By Tim Long
In a recent renovation project, we had the opportunity to completely change the appearance of a pool by both the choice of our material, and by the attention to detail in its application. Originally the pool was surrounded by red brick. There was red brick everywhere, as coping to the pool beam and as a face to the wall of the pool. While I like brick as well as the anyone, in this application, it was not only dated, but very over-powering. It also created maintenance issues as the brick absorbed water from the spa spill-over, which left white calcium deposits and algae. Finally, the installation was less than stellar, in that they created a “reveal” on the face of the riser next to steps which had no such reveal. The placement of the reveal, which is the shadow line created by materials cantilevered, overhanging other materials, is important.
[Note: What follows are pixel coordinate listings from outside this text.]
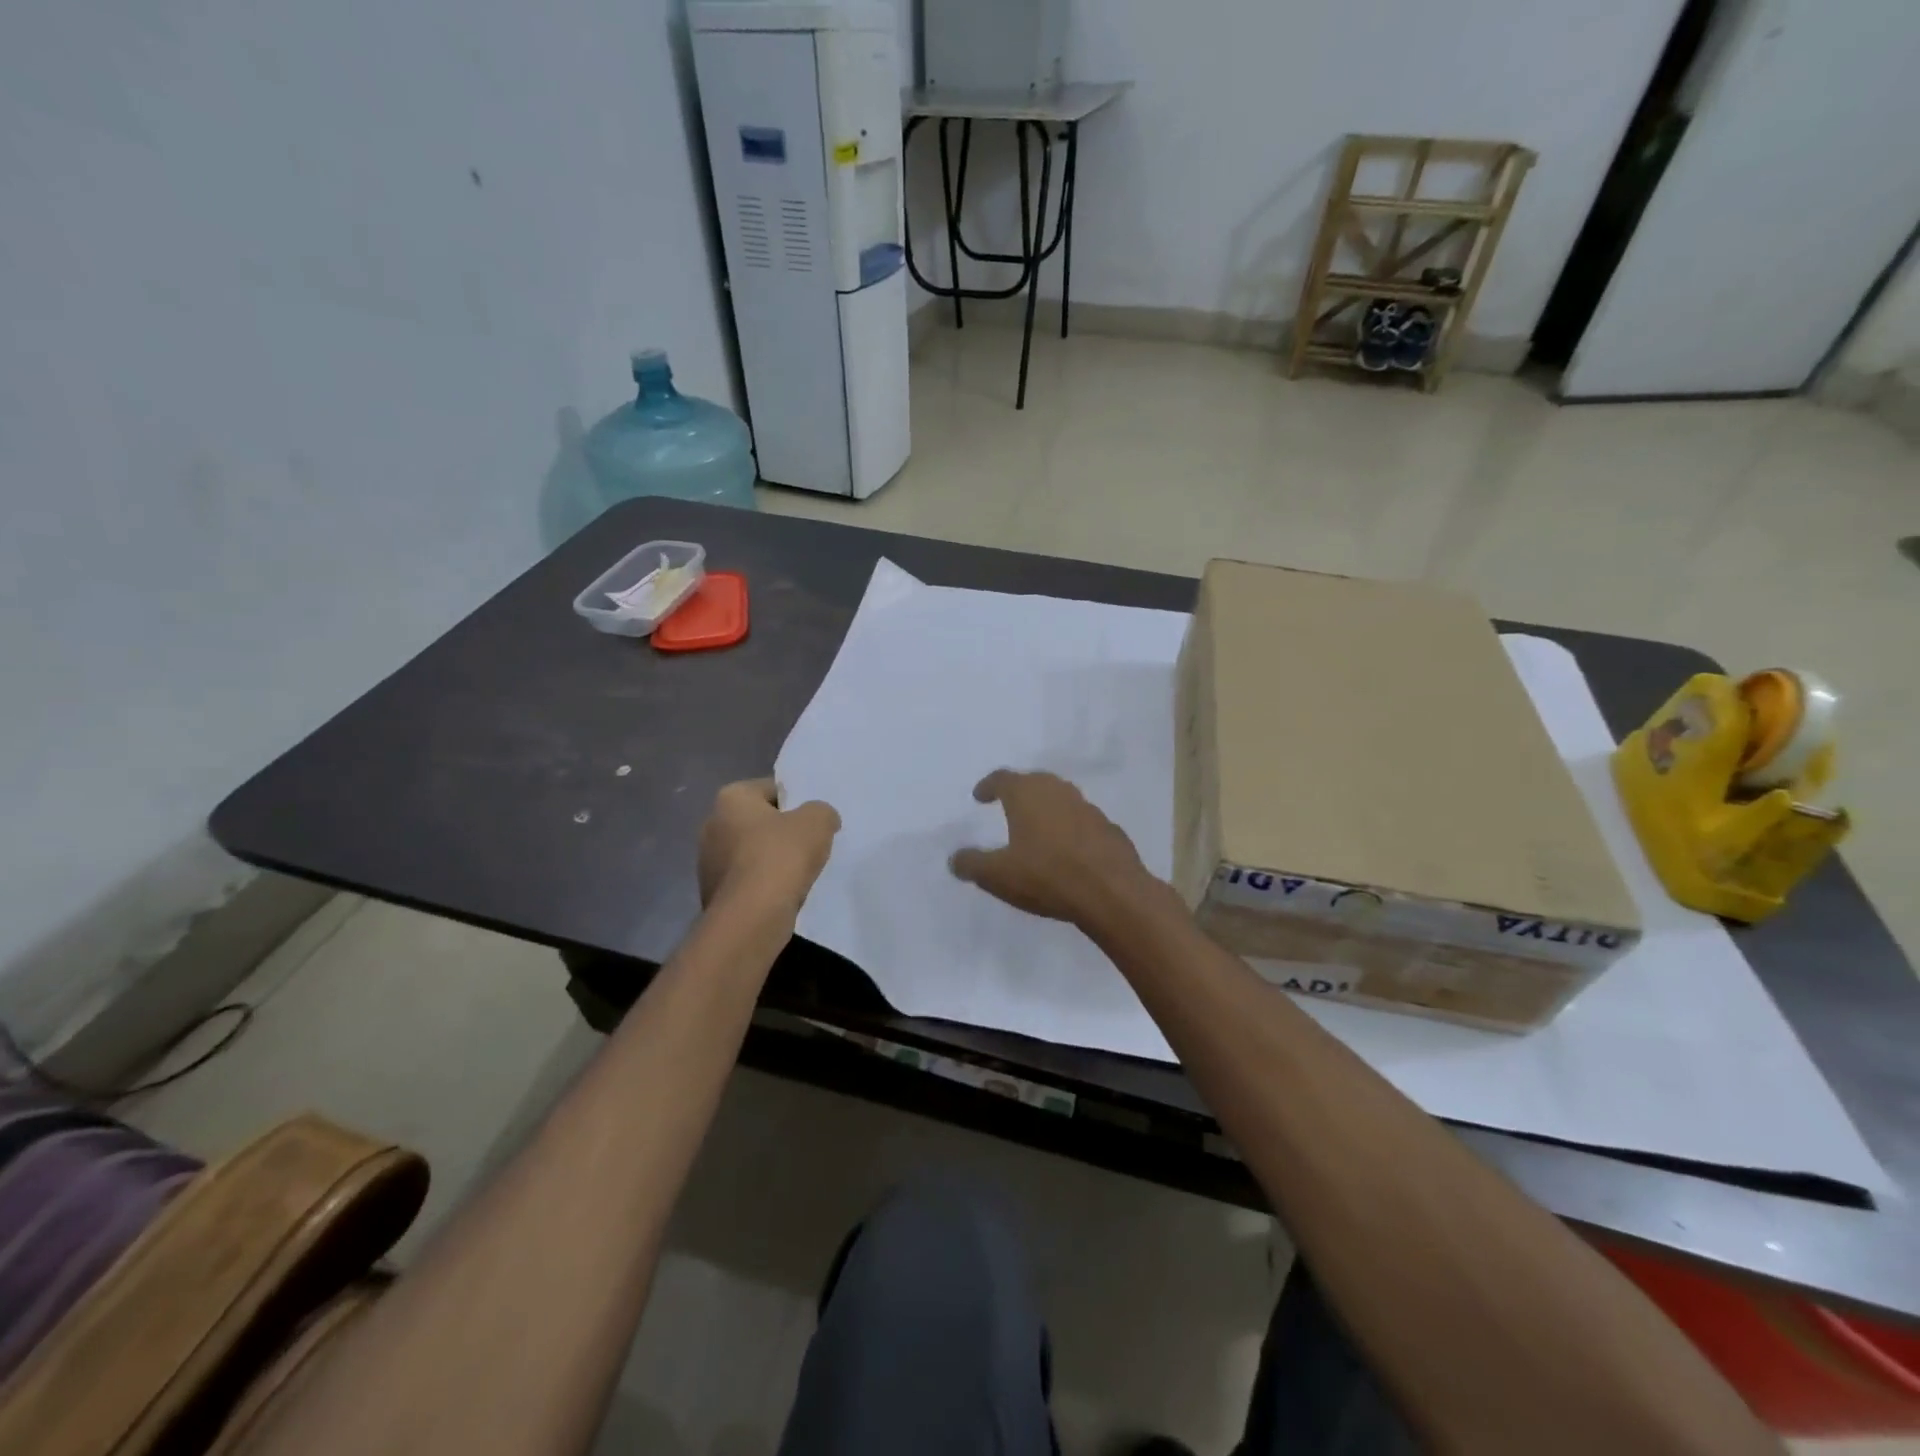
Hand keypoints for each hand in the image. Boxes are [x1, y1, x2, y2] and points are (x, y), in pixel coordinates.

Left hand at [697, 778, 840, 914]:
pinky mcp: (713, 893)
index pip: (771, 789)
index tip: (815, 819)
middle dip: (782, 831)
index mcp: (731, 797)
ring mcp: (707, 862)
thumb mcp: (818, 822)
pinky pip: (747, 880)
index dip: (797, 801)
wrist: (752, 916)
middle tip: (811, 844)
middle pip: (759, 821)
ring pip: (751, 852)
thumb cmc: (781, 856)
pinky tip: (784, 893)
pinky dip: (764, 884)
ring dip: (772, 860)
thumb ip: (822, 811)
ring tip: (800, 873)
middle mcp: (712, 824)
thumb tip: (821, 818)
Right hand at [949, 769, 1154, 927]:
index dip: (988, 786)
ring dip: (1047, 809)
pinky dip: (1069, 829)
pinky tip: (1067, 849)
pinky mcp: (1109, 829)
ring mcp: (1088, 808)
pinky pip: (1082, 822)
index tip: (980, 796)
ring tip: (1036, 827)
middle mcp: (1058, 792)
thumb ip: (972, 864)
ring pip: (1061, 800)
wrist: (1112, 893)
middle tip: (1008, 804)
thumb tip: (955, 858)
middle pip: (1035, 782)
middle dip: (1019, 791)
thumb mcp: (997, 876)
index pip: (1002, 778)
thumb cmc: (1047, 876)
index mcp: (1028, 794)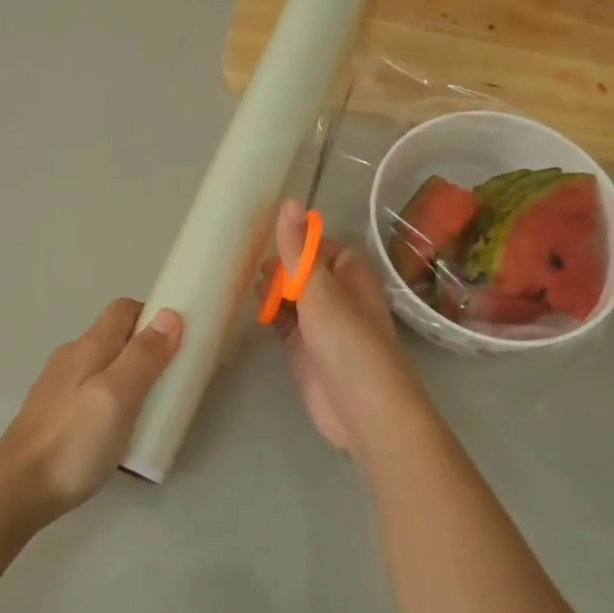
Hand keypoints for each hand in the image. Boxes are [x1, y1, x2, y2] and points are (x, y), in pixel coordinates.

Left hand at [0, 299, 182, 527]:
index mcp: (88, 346)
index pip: (124, 310)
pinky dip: (115, 401)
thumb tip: (170, 314)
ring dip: (133, 379)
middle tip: (172, 383)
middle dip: (148, 351)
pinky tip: (121, 431)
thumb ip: (143, 356)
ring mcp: (60, 387)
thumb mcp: (117, 396)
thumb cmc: (73, 442)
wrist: (17, 490)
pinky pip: (94, 394)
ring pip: (105, 368)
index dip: (154, 317)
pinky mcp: (56, 414)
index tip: (179, 344)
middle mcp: (71, 358)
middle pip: (116, 338)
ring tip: (152, 411)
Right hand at [260, 200, 418, 454]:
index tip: (270, 240)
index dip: (300, 243)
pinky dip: (270, 315)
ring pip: (293, 298)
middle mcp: (338, 298)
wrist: (363, 410)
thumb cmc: (348, 343)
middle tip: (255, 271)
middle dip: (281, 268)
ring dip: (273, 291)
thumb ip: (299, 251)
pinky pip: (285, 324)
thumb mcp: (320, 291)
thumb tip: (289, 202)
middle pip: (305, 272)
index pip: (324, 248)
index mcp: (352, 277)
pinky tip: (254, 311)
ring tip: (251, 289)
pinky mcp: (304, 351)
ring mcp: (321, 326)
It is often used to “reveal” elevation changes, or simple for the architectural value it visually creates. In this case the builder’s choice resulted in leaving an ”unfinished” face of the brick exposed, making me wonder, what were they thinking?
Our choice of material was travertine, which is one of the best materials to use around pools. Not only does travertine typically have a high compression strength, but it is one of the few materials whose traction coefficient increases as it gets wet. This means you are less likely to slip on the travertine when you exit the pool dripping wet, then when you entered dry. Rather than install the travertine in the same way the brick was installed, we decided to install the coping on both the horizontal and vertical surface of the risers. The stone was cut on miters for a simple clean, continuous look of the beautiful stone.
The resulting finish eliminated the reveal, making the surface flush with the face of the seeded aggregate deck work. Now the deck and coping are consistent with no unfinished sides exposed. Most materials are finished with sides that intended to be exposed and sides that are “unfinished” meaning they are intended to be hidden because they will be masked by the bonding agent or where they but against joining materials. This was not true before in our original pool and was corrected in the new coping work.
The reveal is now on the pool side and is consistent with the rest of the pool coping. Travertine is a material that is usually cut and polished creating a smooth and clean appearance. Our installation emphasized that detail, played off it and the overall result was impressive!